### Work order
Below are records; reply with nothing but the number of lines in them that contain "Allée".

### Extracted data
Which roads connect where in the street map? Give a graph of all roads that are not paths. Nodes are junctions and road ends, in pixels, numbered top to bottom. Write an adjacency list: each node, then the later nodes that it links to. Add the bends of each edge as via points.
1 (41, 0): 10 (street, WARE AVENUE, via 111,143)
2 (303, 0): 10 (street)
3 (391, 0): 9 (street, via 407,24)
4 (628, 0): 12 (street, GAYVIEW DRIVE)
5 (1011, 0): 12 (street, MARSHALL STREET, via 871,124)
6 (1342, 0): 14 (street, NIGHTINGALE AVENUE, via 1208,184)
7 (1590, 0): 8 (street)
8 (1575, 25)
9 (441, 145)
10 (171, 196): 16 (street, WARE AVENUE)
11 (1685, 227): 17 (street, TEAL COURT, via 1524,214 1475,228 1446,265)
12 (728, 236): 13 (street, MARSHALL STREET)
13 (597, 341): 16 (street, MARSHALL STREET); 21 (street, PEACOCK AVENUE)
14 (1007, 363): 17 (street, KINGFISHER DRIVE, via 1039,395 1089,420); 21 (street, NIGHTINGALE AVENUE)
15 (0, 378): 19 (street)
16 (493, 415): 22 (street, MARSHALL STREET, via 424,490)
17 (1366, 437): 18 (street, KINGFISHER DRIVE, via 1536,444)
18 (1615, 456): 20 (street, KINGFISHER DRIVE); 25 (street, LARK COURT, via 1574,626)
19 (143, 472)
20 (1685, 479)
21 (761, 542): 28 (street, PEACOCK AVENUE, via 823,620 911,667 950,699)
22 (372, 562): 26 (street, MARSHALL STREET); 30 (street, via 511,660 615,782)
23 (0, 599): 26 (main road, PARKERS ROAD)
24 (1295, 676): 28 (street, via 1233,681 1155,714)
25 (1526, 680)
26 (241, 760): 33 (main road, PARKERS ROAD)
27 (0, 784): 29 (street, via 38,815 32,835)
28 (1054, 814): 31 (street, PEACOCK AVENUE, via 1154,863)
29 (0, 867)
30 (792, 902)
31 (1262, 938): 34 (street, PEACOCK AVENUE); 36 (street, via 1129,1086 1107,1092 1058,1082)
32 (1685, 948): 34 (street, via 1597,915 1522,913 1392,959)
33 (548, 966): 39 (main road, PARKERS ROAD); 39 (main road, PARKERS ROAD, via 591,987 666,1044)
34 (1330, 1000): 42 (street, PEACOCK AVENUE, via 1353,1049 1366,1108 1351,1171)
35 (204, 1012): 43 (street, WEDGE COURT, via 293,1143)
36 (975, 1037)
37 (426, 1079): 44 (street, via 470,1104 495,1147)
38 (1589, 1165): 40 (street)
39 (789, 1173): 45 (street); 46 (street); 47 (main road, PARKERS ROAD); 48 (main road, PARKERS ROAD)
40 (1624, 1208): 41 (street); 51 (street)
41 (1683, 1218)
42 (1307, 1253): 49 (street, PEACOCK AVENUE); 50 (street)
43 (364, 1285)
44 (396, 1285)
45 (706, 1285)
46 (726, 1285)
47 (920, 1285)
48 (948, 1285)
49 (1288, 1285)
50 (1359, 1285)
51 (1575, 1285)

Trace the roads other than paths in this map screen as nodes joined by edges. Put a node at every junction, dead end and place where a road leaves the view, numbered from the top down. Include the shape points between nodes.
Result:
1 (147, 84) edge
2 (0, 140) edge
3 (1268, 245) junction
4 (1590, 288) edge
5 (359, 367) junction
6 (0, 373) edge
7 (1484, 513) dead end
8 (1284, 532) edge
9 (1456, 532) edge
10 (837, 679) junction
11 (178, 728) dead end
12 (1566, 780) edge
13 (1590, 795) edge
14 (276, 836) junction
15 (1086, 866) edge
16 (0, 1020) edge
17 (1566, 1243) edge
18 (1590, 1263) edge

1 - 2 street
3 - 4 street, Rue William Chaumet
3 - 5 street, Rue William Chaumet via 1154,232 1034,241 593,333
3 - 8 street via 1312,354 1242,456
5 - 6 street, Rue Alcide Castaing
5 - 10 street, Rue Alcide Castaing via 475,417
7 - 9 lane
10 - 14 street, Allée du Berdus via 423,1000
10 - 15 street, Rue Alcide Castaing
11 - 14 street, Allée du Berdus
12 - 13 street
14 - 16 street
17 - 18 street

### The answer
2